» **WORK REQUIRED**:
Each entry has to be given again in its exact wording, and no picture may appear in the result.

(Stored dataset items)

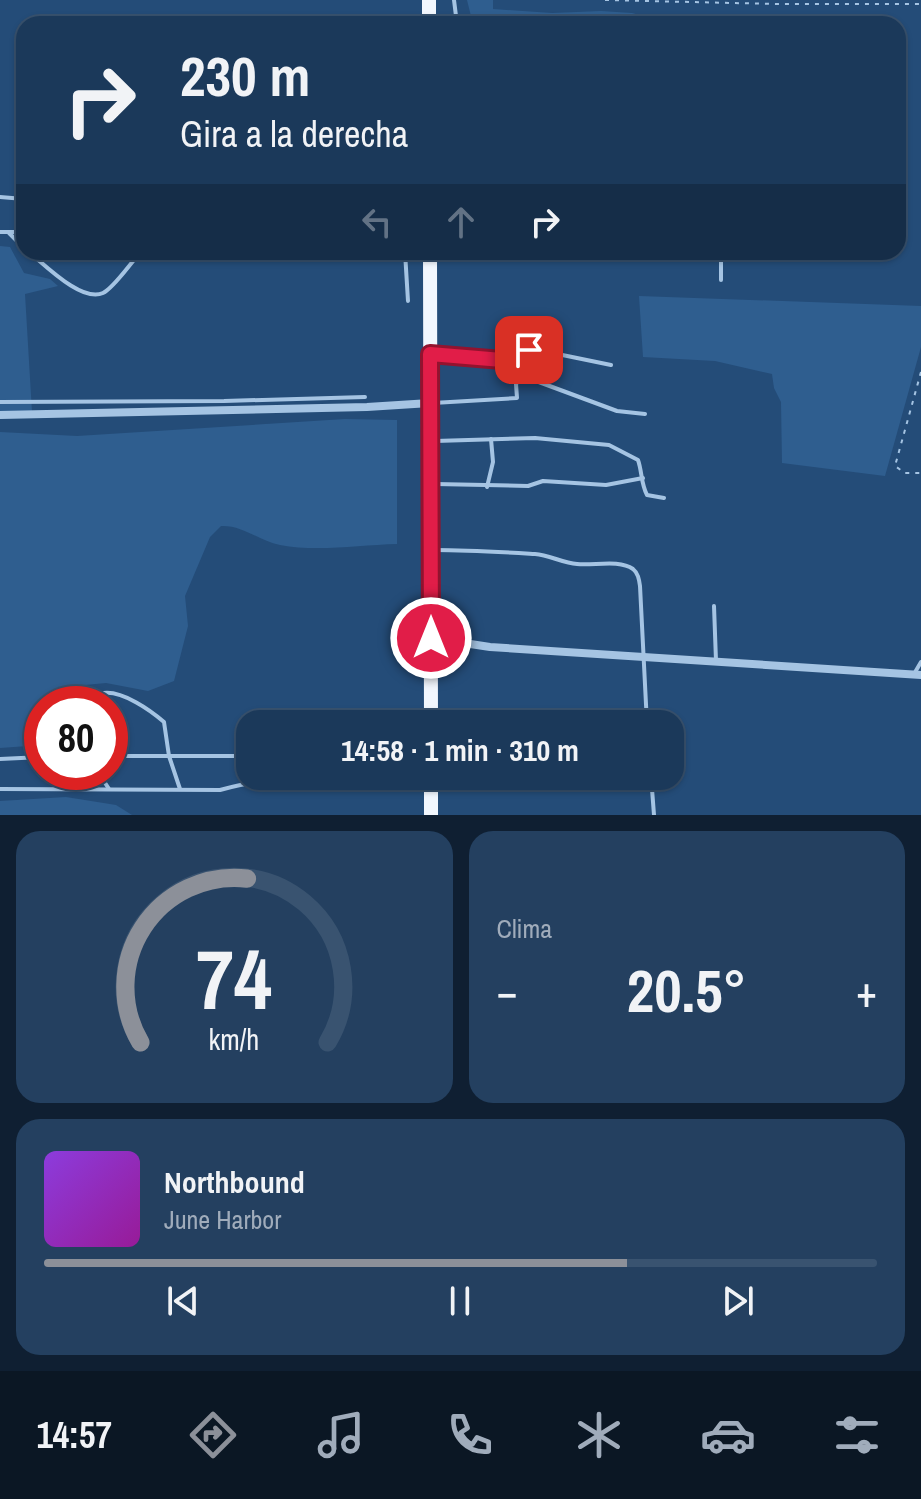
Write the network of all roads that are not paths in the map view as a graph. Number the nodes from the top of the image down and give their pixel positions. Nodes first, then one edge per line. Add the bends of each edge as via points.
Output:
1 (0, 232) edge
2 (8, 232) junction
3 (16, 232) edge
4 (16, 240) edge
5 (39, 260) edge
6 (134, 260) edge
7 (405, 260) edge
8 (430, 260) edge
9 (721, 260) edge
10 (721, 280) dead end
11 (408, 301) dead end
12 (430, 354) junction
13 (611, 365) dead end
14 (365, 397) dead end
15 (0, 402) edge
16 (430, 403) junction
17 (645, 414) dead end
18 (0, 415) edge
19 (491, 439) junction
20 (430, 441) junction
21 (643, 478) junction
22 (430, 484) junction
23 (487, 487) junction
24 (664, 498) dead end
25 (431, 550) junction
26 (714, 606) dead end
27 (431, 638) junction
28 (643, 656) junction
29 (716, 661) junction
30 (921, 662) edge
31 (918, 674) edge
32 (128, 699) edge
33 (431, 710) edge
34 (646, 710) edge
35 (128, 756) edge
36 (169, 756) junction
37 (236, 756) edge
38 (24, 758) edge
39 (0, 759) edge
40 (236, 786) edge
41 (0, 789) edge
42 (24, 789) edge
43 (128, 789) edge
44 (180, 790) junction
45 (431, 790) edge
46 (652, 790) edge
47 (431, 815) edge
48 (654, 815) edge

1 - 2 lane
2 - 3 lane
2 - 4 lane
5 - 6 lane via 91,295 103,293
7 - 11 lane
8 - 12 highway
9 - 10 lane
12 - 13 lane via 502,360 538,350
12 - 16 highway
14 - 15 lane
16 - 17 lane via 517,398 516,384 528,378 617,411
16 - 18 street
16 - 20 highway
19 - 20 lane
19 - 21 lane via 609,445 638,460
19 - 23 lane
20 - 22 highway
21 - 23 lane via 606,485 543,481
21 - 24 lane via 647,495
22 - 23 lane
22 - 25 highway
25 - 27 highway
25 - 28 lane via 536,554 574,564 632,569 640,586
26 - 29 lane
27 - 28 street
27 - 33 highway
28 - 29 street
28 - 34 lane
29 - 31 street
30 - 31 lane
32 - 36 lane via 164,722
35 - 36 lane
36 - 37 lane
36 - 44 lane
38 - 39 lane
40 - 44 lane
41 - 42 lane
43 - 44 lane
45 - 47 highway
46 - 48 lane

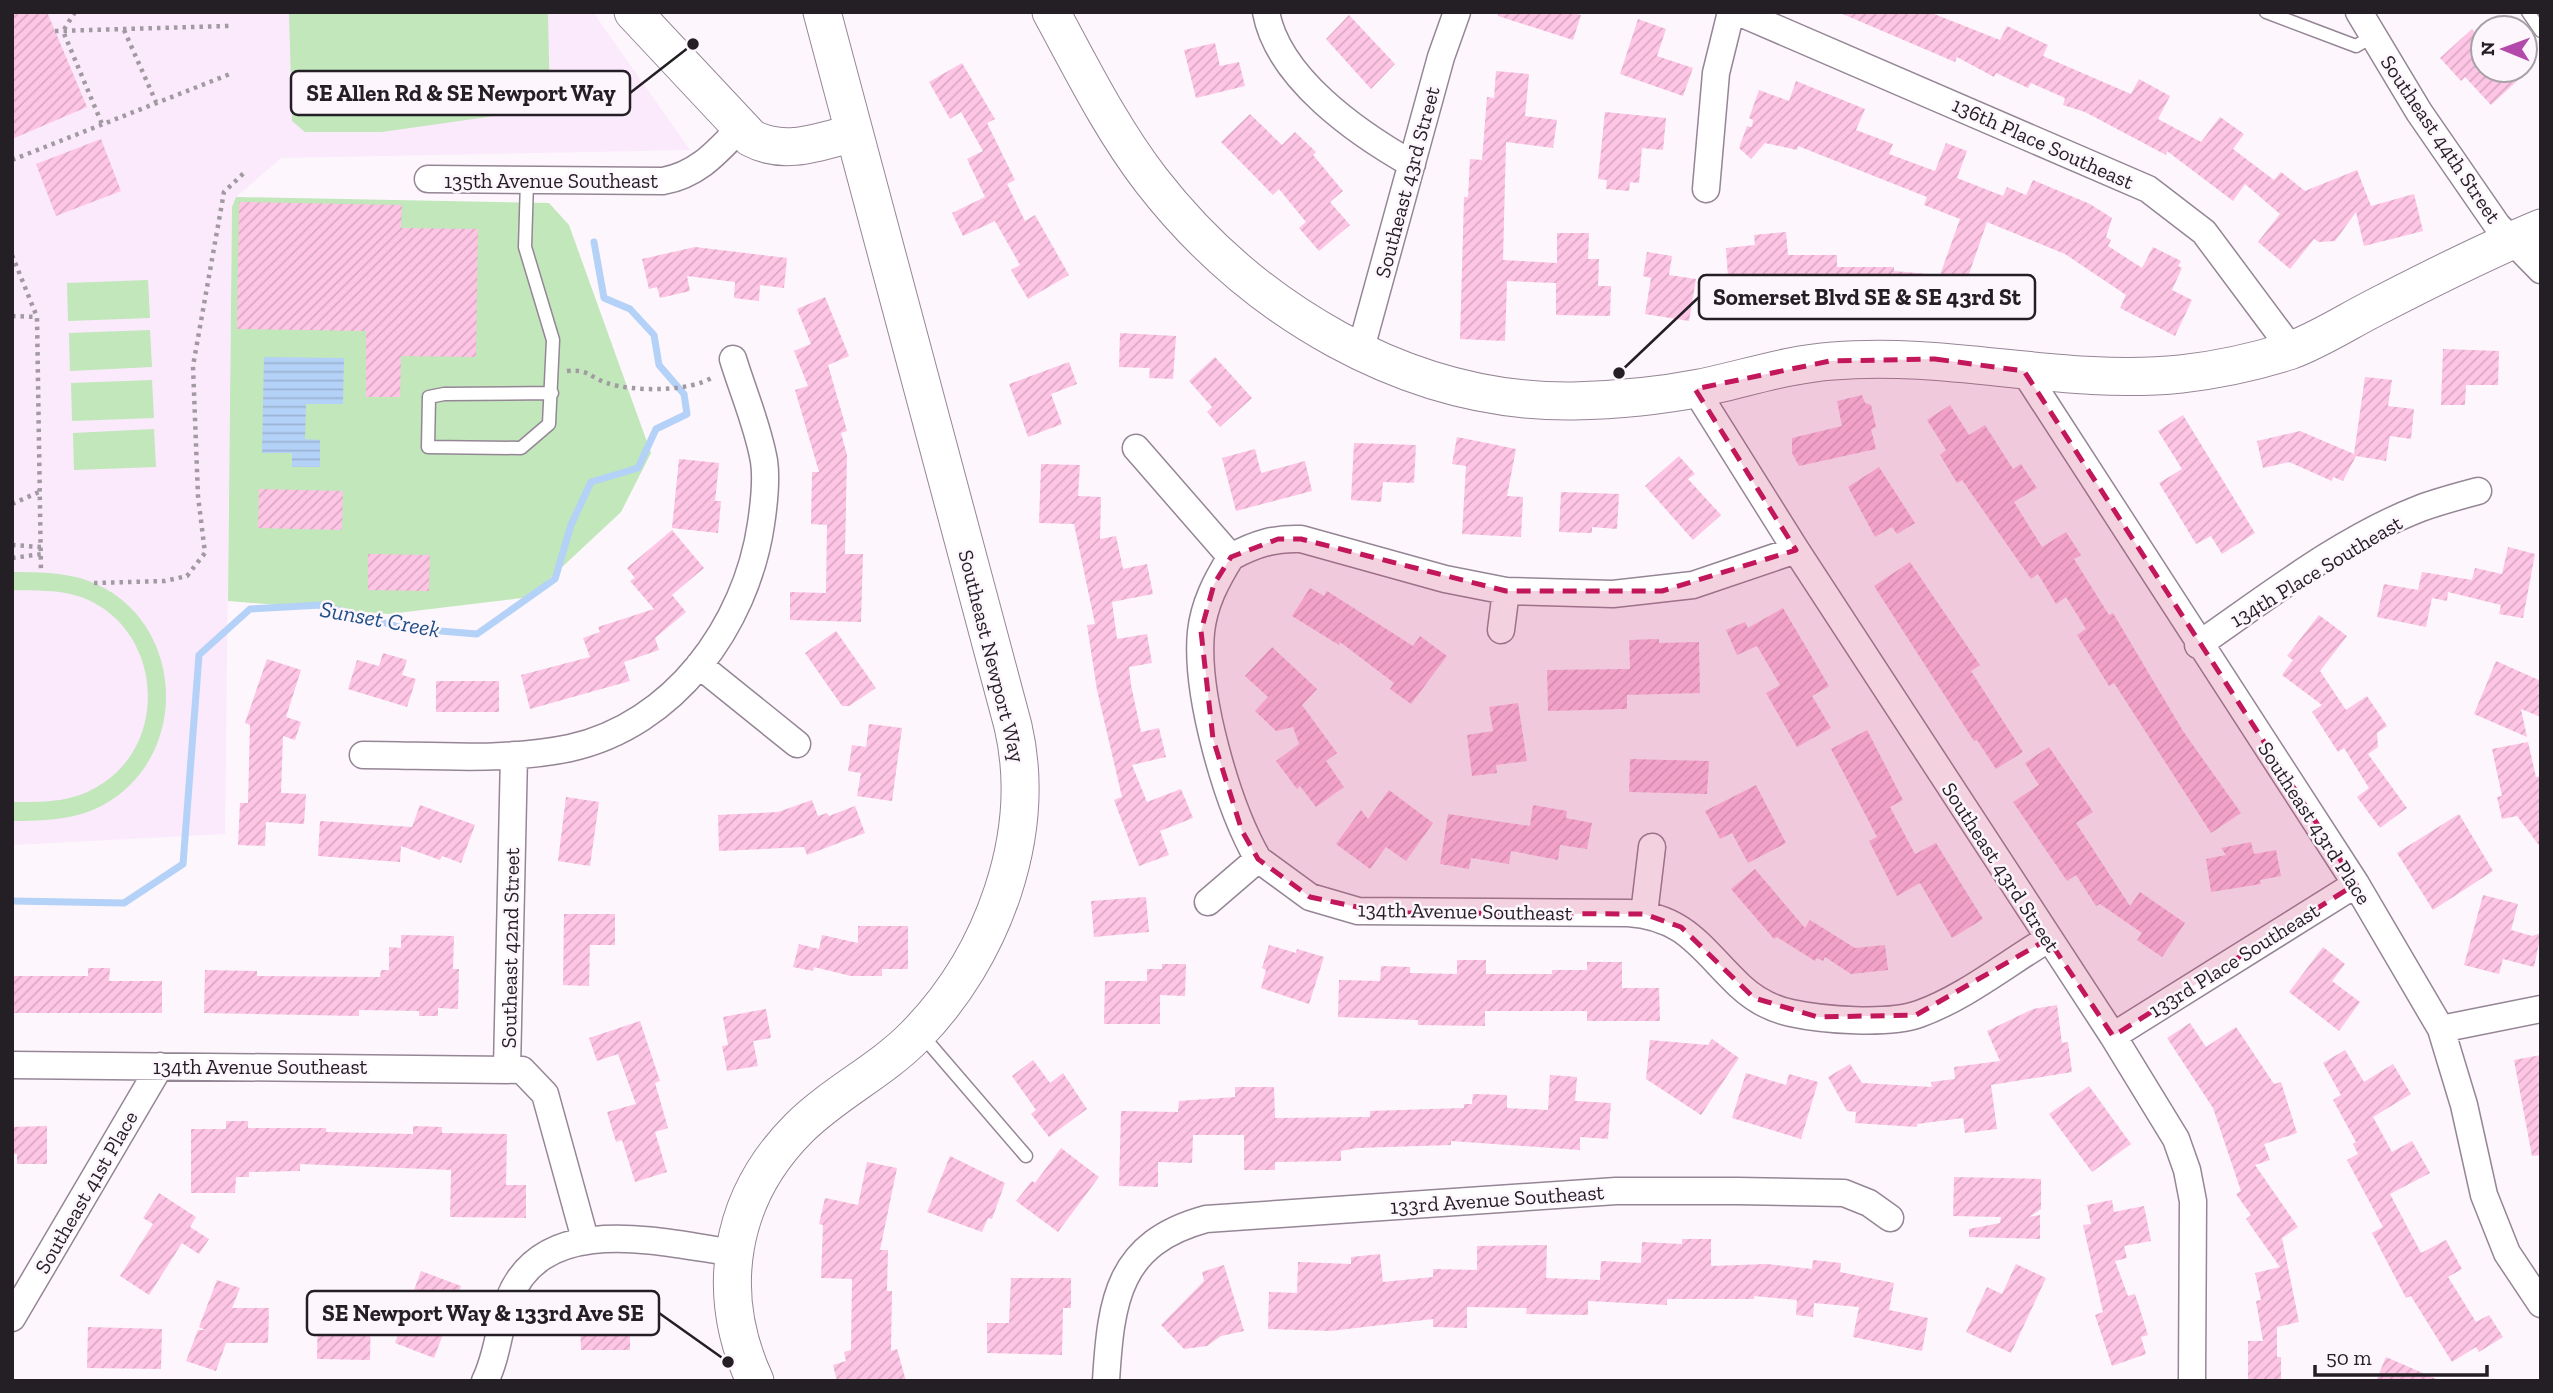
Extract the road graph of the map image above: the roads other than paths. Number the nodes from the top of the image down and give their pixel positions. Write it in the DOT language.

» **PROBLEM SOLUTION**:
Write the network of all roads that are not paths in the map view as a graph. Number the nodes from the top of the image down and give their pixel positions. Nodes first, then one edge per line. Add the bends of each edge as via points.
Output:
1 (0, 232) edge
2 (8, 232) junction
3 (16, 232) edge
4 (16, 240) edge
5 (39, 260) edge
6 (134, 260) edge
7 (405, 260) edge
8 (430, 260) edge
9 (721, 260) edge
10 (721, 280) dead end
11 (408, 301) dead end
12 (430, 354) junction
13 (611, 365) dead end
14 (365, 397) dead end
15 (0, 402) edge
16 (430, 403) junction
17 (645, 414) dead end
18 (0, 415) edge
19 (491, 439) junction
20 (430, 441) junction
21 (643, 478) junction
22 (430, 484) junction
23 (487, 487) junction
24 (664, 498) dead end
25 (431, 550) junction
26 (714, 606) dead end
27 (431, 638) junction
28 (643, 656) junction
29 (716, 661) junction
30 (921, 662) edge
31 (918, 674) edge
32 (128, 699) edge
33 (431, 710) edge
34 (646, 710) edge
35 (128, 756) edge
36 (169, 756) junction
37 (236, 756) edge
38 (24, 758) edge
39 (0, 759) edge
40 (236, 786) edge
41 (0, 789) edge
42 (24, 789) edge
43 (128, 789) edge
44 (180, 790) junction
45 (431, 790) edge
46 (652, 790) edge
47 (431, 815) edge
48 (654, 815) edge

1 - 2 lane
2 - 3 lane
2 - 4 lane
5 - 6 lane via 91,295 103,293
7 - 11 lane
8 - 12 highway
9 - 10 lane
12 - 13 lane via 502,360 538,350
12 - 16 highway
14 - 15 lane
16 - 17 lane via 517,398 516,384 528,378 617,411
16 - 18 street
16 - 20 highway
19 - 20 lane
19 - 21 lane via 609,445 638,460
19 - 23 lane
20 - 22 highway
21 - 23 lane via 606,485 543,481
21 - 24 lane via 647,495
22 - 23 lane
22 - 25 highway
25 - 27 highway
25 - 28 lane via 536,554 574,564 632,569 640,586
26 - 29 lane
27 - 28 street
27 - 33 highway
28 - 29 street
28 - 34 lane
29 - 31 street
30 - 31 lane
32 - 36 lane via 164,722
35 - 36 lane
36 - 37 lane
36 - 44 lane
38 - 39 lane
40 - 44 lane
41 - 42 lane
43 - 44 lane
45 - 47 highway
46 - 48 lane

Extract the road graph of the map image above: the roads other than paths. Number the nodes from the top of the image down and give their pixel positions. Write it in the DOT language.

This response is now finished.